A combination of two antiviral compounds may be a promising alternative to Paxlovid when treating COVID-19 in immunocompromised patients, according to Karen S. Anderson, PhD, professor of pharmacology and of molecular biophysics & biochemistry at Yale School of Medicine.
People who are infected with SARS-CoV-2, the virus that causes COVID-19, currently have two options approved by the Food and Drug Administration (FDA) for antiviral treatment. The more widely used medication is Paxlovid, a drug whose antiviral component, nirmatrelvir, is highly effective at reducing the severity of symptoms and decreasing hospitalizations, and may, Anderson believes, have helped save thousands of lives.
However, another component of Paxlovid, ritonavir, can negatively interact with anti-rejection medications taken by immunocompromised people, most notably those who have received organ transplants. This has led some patients to be hospitalized with kidney failure after taking Paxlovid due to drug-drug interactions. Meanwhile, molnupiravir— another antiviral for COVID-19 that has received Emergency Use Authorization (EUA) by the FDA — is not nearly as effective at treating the disease.
Now, in a study published April 15 in Proceedings of the National Academy of Sciences, Anderson and her colleagues at Yale University have created a non-toxic potential alternative to Paxlovid by combining molnupiravir with a new antiviral compound they developed in the lab. Research scientists Christina Papini, a PhD student, and Irfan Ullah, PhD, both at Yale School of Medicine, are the first authors of the paper. Anderson is a corresponding author along with her colleagues, William Jorgensen, PhD, and Priti Kumar, PhD.
The study found that humanized mice infected with SARS-CoV-2 universally overcame the disease when treated with the new drug combination. If replicated in clinical studies, this finding could help immunocompromised people receive better treatment for COVID-19 in the future.
Race toward an antiviral
Progress toward the current effort at Yale to develop antivirals for COVID started with work on HIV, the virus responsible for AIDS. Anderson and her colleagues have spent much of their careers using computational and experimental methods to design better drugs that could be used to treat HIV. During the first month of lockdown in March 2020, the team wondered if they could use this same approach to find drugs to target COVID-19.
“At the time, there were really no therapies” for treating people infected with SARS-CoV-2, says Anderson. "Everyone was desperate to find something."
William Jorgensen, PhD, Sterling Professor of Chemistry at Yale, used computational methods to see if the structure of any existing drugs could serve as a starting point to target the main protease of SARS-CoV-2, which is essential for viral replication. The analysis revealed that the existing compound of perampanel, an FDA-approved seizure drug, could loosely bind to the main protease. From there, Jorgensen and his lab made changes in the chemical structure of the compound until they came up with preclinical candidates that might eventually work in a clinical setting.

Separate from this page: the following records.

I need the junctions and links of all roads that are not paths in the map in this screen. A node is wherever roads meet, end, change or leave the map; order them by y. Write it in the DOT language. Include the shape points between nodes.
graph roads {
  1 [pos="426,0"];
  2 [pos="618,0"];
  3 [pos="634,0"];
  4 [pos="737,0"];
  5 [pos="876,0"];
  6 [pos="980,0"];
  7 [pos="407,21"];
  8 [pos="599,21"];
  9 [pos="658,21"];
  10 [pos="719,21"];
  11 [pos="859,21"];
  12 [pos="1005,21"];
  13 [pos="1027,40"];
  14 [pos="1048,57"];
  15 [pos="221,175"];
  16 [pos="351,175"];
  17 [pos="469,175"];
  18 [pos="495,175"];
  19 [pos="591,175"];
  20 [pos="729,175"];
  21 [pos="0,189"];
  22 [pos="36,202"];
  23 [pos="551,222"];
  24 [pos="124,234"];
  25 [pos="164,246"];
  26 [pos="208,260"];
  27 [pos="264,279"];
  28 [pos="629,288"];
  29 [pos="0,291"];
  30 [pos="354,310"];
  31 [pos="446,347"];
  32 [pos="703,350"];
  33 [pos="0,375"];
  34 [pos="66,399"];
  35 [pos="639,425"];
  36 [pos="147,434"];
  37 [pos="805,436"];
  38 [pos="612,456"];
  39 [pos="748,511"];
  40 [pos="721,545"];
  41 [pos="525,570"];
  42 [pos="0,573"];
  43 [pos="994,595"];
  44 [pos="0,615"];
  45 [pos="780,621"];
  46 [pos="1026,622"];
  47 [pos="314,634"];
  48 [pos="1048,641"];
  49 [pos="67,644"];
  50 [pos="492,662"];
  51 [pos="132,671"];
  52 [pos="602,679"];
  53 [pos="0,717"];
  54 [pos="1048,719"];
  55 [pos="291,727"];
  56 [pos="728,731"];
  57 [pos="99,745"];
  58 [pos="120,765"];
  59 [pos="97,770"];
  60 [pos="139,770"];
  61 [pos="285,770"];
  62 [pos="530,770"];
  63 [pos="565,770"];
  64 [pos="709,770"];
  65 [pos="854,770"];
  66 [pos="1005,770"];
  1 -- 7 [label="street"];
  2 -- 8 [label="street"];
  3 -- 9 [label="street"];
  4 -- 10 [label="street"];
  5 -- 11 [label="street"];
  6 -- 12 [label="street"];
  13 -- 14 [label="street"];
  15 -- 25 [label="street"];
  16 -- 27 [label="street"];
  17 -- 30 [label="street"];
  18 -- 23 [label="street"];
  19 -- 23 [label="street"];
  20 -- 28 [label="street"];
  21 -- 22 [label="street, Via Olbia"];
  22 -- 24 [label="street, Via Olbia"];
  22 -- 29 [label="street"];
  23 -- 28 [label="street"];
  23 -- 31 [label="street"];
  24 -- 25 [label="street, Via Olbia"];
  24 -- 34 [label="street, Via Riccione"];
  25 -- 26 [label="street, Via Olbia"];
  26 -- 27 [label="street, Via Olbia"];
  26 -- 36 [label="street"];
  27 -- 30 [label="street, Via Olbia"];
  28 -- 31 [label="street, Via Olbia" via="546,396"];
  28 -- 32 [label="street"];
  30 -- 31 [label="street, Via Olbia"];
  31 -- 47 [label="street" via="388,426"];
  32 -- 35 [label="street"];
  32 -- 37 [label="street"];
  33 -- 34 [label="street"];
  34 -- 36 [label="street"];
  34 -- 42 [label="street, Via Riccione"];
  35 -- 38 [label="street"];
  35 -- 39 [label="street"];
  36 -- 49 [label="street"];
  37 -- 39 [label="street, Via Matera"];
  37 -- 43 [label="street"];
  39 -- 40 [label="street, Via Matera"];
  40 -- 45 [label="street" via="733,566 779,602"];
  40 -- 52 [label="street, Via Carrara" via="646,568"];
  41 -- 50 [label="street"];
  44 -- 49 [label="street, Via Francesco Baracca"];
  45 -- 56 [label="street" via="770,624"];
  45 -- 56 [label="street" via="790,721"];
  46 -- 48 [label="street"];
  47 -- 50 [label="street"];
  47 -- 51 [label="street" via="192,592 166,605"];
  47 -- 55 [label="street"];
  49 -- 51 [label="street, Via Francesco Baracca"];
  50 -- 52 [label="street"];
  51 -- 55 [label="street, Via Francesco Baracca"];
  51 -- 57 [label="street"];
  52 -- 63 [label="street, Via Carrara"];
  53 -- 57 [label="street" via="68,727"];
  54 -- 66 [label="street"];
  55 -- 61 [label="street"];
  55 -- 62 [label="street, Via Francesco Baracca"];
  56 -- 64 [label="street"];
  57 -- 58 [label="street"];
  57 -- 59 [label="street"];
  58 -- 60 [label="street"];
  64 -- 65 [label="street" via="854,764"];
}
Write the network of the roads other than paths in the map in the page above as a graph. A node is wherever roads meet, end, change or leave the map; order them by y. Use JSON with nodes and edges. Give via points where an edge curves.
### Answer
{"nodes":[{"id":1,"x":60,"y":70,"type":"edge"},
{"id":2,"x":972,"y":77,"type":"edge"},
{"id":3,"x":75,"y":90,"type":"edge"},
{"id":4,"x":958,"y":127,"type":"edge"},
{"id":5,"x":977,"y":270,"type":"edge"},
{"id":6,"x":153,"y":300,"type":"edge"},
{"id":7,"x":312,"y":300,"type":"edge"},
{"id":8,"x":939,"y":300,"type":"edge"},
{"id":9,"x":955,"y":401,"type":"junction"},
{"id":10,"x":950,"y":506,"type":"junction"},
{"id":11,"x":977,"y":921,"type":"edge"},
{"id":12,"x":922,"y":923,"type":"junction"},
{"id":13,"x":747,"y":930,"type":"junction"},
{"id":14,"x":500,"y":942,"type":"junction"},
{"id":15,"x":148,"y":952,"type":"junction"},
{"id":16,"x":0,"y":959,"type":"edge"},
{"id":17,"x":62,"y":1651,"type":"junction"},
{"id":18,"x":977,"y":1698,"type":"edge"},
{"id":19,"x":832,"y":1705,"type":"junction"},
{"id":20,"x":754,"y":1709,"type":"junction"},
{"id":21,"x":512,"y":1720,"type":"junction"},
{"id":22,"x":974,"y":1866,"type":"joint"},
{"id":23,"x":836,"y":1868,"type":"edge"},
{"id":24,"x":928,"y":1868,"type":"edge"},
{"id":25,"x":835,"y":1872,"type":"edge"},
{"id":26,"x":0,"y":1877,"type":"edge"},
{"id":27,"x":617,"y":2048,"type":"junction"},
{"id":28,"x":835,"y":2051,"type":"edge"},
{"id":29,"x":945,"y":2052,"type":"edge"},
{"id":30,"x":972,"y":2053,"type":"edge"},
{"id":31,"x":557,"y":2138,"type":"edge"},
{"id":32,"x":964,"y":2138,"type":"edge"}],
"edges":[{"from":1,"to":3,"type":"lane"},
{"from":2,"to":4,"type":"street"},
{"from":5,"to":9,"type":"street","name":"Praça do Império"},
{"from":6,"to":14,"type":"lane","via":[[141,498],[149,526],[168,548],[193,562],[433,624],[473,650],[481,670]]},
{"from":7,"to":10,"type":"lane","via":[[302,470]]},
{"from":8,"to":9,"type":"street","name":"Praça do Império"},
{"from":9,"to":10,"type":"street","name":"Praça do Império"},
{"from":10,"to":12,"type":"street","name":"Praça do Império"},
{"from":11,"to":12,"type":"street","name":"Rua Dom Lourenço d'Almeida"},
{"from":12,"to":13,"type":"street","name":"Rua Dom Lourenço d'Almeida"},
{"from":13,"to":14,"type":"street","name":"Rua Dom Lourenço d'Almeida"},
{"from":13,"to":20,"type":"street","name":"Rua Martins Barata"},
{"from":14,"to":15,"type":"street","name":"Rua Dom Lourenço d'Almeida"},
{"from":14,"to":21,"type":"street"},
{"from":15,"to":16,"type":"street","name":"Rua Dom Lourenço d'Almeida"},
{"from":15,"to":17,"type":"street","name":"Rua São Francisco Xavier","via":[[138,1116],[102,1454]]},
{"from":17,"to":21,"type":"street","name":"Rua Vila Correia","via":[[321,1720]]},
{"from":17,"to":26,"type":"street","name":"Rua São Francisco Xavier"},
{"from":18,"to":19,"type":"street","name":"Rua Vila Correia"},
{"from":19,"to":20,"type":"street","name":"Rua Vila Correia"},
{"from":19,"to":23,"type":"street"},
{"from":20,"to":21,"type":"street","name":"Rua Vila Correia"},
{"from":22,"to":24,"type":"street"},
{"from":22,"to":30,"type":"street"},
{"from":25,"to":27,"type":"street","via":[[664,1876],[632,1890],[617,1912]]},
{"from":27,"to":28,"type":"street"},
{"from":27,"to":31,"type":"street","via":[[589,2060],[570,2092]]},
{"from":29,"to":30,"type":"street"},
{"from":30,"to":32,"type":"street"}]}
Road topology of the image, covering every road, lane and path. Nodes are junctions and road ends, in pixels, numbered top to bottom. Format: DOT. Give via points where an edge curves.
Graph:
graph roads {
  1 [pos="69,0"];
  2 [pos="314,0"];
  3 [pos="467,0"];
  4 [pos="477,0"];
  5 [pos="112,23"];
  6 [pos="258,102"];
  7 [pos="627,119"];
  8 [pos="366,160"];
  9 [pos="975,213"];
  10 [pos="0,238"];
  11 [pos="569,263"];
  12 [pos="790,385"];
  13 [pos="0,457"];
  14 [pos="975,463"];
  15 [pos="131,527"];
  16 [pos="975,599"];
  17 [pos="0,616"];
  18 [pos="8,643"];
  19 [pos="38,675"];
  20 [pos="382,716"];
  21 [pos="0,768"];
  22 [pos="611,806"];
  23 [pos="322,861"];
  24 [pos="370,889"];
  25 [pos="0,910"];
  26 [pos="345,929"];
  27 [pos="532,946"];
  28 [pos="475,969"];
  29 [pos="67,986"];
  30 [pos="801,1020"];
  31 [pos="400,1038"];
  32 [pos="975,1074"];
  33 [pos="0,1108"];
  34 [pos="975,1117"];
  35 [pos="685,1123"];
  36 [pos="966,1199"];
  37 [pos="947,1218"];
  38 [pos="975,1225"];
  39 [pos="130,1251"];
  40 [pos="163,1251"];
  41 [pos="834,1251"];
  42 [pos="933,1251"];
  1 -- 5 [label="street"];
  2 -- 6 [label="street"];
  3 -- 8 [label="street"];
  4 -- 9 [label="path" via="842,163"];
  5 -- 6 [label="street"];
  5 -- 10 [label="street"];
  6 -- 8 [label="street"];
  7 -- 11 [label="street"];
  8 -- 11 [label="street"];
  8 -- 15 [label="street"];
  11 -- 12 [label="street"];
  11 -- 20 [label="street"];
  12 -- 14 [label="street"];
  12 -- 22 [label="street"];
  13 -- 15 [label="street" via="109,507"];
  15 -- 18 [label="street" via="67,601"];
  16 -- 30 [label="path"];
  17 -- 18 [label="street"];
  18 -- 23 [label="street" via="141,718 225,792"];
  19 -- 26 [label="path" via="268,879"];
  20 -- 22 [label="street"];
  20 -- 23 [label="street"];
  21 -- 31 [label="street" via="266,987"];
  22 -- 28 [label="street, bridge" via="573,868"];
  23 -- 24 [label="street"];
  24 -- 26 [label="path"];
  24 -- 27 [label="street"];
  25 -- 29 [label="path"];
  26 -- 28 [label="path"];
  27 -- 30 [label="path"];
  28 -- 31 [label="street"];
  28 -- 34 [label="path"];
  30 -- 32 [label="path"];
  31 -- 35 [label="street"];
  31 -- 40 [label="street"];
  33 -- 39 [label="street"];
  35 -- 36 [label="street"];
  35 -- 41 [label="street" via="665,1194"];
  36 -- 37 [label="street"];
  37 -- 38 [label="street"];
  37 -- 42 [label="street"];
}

Preparing for future viral diseases
One of these compounds of the series was Mpro61. Priti Kumar, PhD, associate professor of internal medicine (infectious diseases) and of microbial pathogenesis, and her lab tested Mpro61 alone and combined with molnupiravir in mice that were genetically engineered to replicate the worst COVID cases in people. Promisingly, the researchers found that Mpro61 was effective at reducing viral load. But while Mpro61 helped extend mice survival, most infected animals eventually succumbed to the disease.
However, when they combined Mpro61 with the existing EUA-approved antiviral molnupiravir, the one-two-punch antiviral proved highly effective — with no noticeable traces of the virus after 14 days post-infection. All mice treated with the drug survived. By contrast, mice treated with just one antiviral showed reduced viral load but most died within 14 days post-infection.
The finding suggests that a combination of the two antivirals could make for a promising alternative to Paxlovid with limited side effects. But whether this drug is taken to the next step in clinical trials may depend on whether there is interest from the pharmaceutical industry. “The problem is that people’s attention is turned away from COVID,” says Anderson. “They may no longer think it’s a problem.”
However, new COVID variants continue to emerge, and the disease remains especially dangerous for people who are immunocompromised. Even with vaccines, more people die from COVID-19 today than from the flu. So, a more potent alternative to molnupiravir could be important for treating immunocompromised people infected with the disease.
Other tests showed that the Mpro61 may be effective at reducing viral load for another type of coronavirus, called SARS-CoV-1, which caused the respiratory disease SARS and spread through much of Asia starting in 2002, resulting in more than 900 deaths. Given that coronaviruses are a hotbed for new diseases, having a drug on the shelf that can be used in the case of an emergent pathogen from this family could be useful, says Anderson.
“We were so caught off guard with [the COVID- 19] pandemic in terms of having something that works,” she says. “This work might put us a step forward in future pandemics.”
Additional contributors to the work were co-authors Amalendu Ranjan, Shuo Zhang, Qihao Wu, Krasimir Spasov, Chunhui Zhang, Walther Mothes, Jason Crawford, Brett Lindenbach, and Pradeep Uchil.